- Film poster
- Directed by: Jeff Lipsky
- Written by: Jeff Lipsky
- Produced by: Nick Athas Inna Braude
- Starring: Sophia Takal, Lawrence Michael Levine
- Cinematography: Jendra Jarnagin
- Edited by: Patricia Burgess
- Release date: March 1, 2013 (New York City);
- Running time: 102 minutes
- Country: United States
- Language: English

= Molly's Theory of Relativity =

2013 American drama film

Molly's Theory of Relativity is a 2013 American drama film written and directed by Jeff Lipsky and starring Sophia Takal.

==Plot Summary==
A young astronomer (Sophia Takal) loses her job on Halloween.

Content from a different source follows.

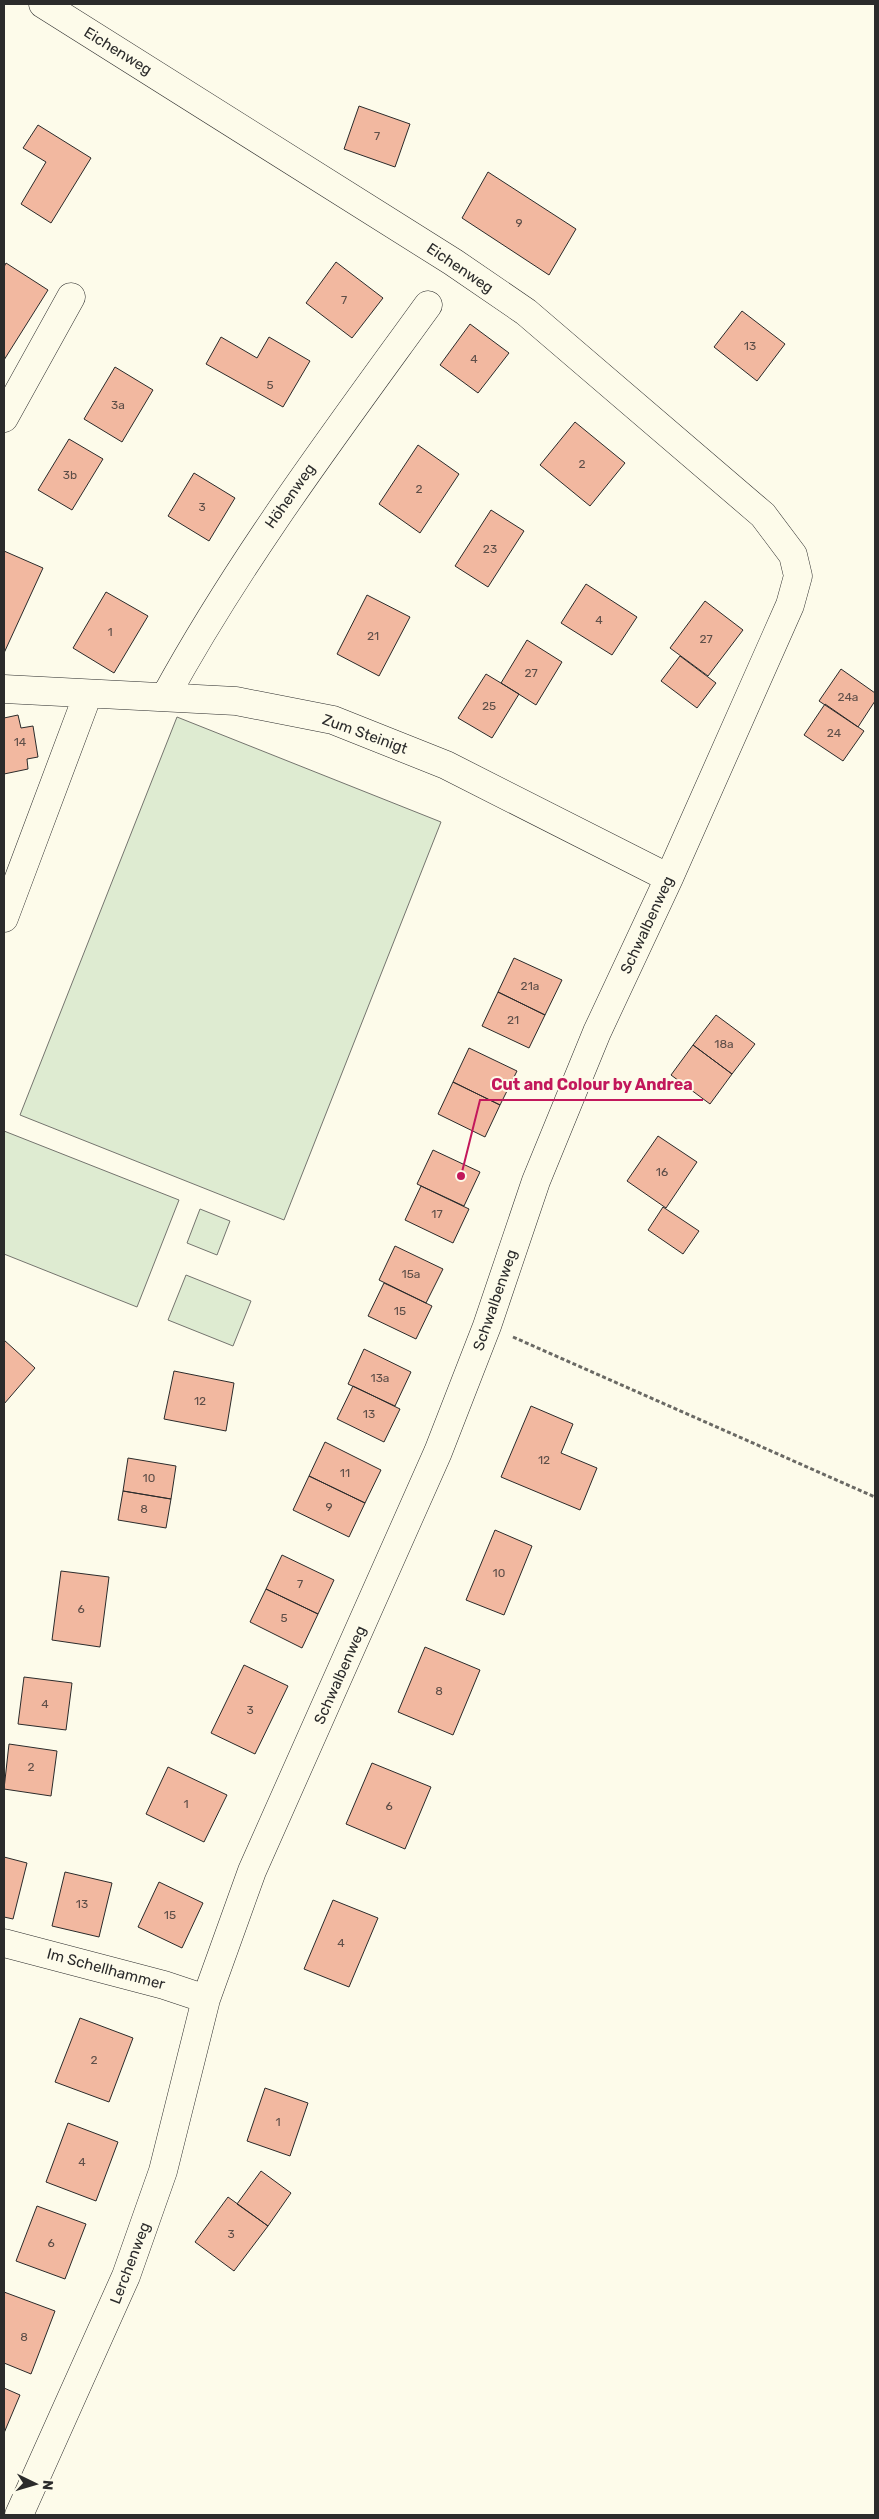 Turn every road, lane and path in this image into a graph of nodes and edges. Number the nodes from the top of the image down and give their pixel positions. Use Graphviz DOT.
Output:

Along with her husband (Lawrence Michael Levine) who is trapped with two dead end jobs when he isn't engulfing her with a series of sexual trysts, she's on the verge of moving to Norway with him, thus making the first reckless decision of her life, all the while facing a slew of interruptions by neighbors and relatives.

==Cast==
- Sophia Takal as Molly
- Lawrence Michael Levine as Zak
- Reed Birney as Asher
- Daisy Tahan as Ruby
- Cady Huffman as Natasha
- Rebecca Schull as Sylvie
- Adam LeFevre as Boris
- Tom Morrissey as Uncle Eli
- Nicholas Lampiasi as Chet

==Reception==
The film has a 10% rating on Rotten Tomatoes, based on ten reviews with an average rating of 3.65/10. Time Out awarded the film one star out of five. Andrew Schenker of Slant Magazine awarded the film two stars out of four.